§ **What the task asks**: Look through the records below, and copy out every line that holds the string "nodes".

§ **Task input**:
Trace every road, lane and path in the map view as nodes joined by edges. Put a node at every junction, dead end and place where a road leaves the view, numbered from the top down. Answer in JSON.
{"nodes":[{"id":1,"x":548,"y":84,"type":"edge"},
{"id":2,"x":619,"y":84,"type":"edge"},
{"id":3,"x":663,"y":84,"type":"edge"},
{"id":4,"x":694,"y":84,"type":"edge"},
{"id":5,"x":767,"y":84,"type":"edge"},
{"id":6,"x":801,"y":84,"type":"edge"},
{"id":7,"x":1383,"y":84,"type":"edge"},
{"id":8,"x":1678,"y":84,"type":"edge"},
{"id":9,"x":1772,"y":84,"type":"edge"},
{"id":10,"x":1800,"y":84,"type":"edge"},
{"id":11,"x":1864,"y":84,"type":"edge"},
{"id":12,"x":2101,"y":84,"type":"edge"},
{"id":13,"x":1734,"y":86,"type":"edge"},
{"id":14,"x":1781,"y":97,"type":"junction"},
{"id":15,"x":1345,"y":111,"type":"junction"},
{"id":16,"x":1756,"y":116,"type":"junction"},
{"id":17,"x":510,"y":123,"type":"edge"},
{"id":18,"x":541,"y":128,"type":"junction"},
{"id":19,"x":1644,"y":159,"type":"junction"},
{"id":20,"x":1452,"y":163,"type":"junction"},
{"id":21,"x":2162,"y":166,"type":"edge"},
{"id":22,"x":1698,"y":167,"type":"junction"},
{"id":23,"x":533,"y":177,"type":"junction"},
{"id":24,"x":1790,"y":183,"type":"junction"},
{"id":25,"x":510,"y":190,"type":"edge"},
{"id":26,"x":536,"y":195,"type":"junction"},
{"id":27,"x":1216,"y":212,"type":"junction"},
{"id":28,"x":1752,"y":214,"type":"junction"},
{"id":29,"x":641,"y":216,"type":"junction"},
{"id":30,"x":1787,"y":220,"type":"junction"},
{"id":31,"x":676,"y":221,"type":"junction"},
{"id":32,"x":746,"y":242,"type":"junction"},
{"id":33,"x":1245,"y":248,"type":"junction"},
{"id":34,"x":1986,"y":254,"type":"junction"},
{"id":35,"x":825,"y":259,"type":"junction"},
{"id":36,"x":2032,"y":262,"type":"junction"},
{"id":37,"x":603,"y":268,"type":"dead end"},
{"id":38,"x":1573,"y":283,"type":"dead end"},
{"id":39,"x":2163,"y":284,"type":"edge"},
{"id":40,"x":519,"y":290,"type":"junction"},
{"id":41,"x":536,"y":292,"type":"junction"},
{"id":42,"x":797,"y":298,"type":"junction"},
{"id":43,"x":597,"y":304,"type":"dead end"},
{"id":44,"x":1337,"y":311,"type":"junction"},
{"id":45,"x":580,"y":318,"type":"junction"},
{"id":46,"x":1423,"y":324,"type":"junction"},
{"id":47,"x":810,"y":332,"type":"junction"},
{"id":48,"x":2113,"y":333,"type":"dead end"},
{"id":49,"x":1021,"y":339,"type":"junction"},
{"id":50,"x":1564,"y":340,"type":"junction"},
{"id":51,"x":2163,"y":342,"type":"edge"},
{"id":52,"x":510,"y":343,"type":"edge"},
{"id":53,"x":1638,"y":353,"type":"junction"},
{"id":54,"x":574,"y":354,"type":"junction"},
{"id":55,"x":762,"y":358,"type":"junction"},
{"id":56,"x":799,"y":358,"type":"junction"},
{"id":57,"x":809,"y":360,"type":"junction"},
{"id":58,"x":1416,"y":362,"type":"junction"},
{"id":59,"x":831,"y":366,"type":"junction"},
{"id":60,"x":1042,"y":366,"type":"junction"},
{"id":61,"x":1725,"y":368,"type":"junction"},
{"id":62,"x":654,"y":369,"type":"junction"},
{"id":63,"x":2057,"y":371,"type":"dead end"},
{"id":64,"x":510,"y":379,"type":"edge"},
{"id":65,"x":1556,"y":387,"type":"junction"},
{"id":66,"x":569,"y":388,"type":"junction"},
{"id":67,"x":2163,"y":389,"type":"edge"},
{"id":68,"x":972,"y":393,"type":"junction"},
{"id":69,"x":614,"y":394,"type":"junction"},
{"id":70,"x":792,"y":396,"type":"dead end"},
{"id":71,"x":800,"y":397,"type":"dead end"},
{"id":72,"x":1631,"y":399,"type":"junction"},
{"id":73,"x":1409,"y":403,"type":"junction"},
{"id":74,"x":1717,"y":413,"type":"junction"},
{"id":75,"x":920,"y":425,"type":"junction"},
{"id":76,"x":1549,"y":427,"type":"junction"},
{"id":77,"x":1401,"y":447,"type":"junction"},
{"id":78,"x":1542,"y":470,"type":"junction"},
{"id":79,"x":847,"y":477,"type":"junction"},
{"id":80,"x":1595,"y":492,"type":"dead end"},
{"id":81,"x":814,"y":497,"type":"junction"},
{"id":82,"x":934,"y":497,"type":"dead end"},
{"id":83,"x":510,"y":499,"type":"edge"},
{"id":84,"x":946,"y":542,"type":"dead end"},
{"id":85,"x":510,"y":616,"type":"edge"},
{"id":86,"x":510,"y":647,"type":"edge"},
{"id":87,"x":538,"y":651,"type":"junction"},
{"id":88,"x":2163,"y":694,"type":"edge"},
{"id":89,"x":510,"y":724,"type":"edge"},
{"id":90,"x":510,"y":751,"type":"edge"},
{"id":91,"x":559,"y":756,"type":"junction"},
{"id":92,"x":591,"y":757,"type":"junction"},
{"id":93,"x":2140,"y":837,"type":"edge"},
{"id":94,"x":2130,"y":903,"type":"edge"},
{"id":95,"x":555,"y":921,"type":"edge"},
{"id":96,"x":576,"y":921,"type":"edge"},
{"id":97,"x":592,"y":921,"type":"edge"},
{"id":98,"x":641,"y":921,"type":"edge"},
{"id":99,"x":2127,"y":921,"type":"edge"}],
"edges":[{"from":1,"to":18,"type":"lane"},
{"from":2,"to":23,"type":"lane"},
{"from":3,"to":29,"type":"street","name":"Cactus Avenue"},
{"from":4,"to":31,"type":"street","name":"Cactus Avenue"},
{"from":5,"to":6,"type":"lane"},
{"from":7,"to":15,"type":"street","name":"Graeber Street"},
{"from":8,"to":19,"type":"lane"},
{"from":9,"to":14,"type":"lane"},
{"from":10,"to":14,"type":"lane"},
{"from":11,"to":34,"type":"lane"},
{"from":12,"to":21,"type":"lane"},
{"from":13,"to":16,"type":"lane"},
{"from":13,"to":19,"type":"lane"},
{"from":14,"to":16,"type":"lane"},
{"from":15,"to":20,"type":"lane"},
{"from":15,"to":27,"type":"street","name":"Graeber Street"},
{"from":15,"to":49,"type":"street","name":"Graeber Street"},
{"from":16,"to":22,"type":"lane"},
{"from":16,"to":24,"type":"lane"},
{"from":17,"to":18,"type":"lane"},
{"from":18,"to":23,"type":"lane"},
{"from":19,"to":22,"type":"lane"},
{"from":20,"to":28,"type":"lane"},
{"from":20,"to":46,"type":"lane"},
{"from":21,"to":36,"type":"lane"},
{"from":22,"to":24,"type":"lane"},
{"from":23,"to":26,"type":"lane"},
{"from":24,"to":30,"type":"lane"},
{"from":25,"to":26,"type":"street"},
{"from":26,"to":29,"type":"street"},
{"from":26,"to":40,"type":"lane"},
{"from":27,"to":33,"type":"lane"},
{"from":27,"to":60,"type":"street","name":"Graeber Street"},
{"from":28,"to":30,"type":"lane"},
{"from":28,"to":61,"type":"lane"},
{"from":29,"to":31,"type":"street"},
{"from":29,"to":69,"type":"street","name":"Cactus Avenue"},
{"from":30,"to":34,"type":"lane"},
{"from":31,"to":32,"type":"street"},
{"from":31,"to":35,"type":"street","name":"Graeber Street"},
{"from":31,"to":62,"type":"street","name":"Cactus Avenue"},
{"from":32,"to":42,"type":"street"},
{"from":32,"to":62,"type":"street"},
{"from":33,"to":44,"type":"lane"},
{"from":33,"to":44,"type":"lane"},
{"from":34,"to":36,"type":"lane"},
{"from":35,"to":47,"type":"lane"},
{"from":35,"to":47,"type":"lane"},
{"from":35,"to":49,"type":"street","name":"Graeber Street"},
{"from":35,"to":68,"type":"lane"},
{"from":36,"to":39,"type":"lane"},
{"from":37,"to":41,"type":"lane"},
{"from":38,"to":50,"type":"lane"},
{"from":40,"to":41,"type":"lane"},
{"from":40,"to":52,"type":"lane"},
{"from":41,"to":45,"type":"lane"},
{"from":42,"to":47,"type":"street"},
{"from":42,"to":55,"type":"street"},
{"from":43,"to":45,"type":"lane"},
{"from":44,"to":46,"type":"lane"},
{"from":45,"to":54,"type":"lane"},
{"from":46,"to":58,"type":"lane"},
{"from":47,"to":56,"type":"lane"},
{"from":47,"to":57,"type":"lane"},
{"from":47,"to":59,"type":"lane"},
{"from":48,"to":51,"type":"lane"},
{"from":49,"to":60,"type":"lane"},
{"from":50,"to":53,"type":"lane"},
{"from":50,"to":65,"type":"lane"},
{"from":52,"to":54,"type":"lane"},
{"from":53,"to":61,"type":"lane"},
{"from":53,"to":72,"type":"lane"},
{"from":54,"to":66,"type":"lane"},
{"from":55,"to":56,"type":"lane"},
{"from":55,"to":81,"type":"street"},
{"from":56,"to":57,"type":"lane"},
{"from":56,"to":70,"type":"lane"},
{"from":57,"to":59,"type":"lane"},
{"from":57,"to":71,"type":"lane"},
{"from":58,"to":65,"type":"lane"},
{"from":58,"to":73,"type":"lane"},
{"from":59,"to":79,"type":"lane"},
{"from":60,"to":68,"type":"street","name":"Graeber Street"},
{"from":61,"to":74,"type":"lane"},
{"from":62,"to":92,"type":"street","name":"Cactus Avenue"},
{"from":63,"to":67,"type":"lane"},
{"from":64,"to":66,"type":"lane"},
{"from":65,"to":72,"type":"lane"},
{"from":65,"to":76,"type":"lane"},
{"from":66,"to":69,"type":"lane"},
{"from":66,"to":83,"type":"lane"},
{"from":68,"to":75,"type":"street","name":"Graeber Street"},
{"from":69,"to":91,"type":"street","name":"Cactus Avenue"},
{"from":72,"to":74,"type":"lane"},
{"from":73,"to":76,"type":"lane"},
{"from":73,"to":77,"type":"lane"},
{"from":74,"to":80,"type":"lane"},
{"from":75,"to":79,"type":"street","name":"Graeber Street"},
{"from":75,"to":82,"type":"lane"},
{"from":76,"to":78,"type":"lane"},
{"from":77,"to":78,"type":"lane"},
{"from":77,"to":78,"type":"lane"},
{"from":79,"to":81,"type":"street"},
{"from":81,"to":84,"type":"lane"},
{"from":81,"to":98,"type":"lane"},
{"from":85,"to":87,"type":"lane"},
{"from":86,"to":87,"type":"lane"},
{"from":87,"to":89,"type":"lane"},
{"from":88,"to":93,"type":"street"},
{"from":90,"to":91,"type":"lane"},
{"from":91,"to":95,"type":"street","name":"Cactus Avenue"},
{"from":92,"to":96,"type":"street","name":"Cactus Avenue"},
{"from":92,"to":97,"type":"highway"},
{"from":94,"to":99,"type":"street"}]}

§ **Answer section**:
Trace every road, lane and path in the map view as nodes joined by edges. Put a node at every junction, dead end and place where a road leaves the view, numbered from the top down. Answer in JSON.
{"nodes":[{"id":1,"x":548,"y":84,"type":"edge"},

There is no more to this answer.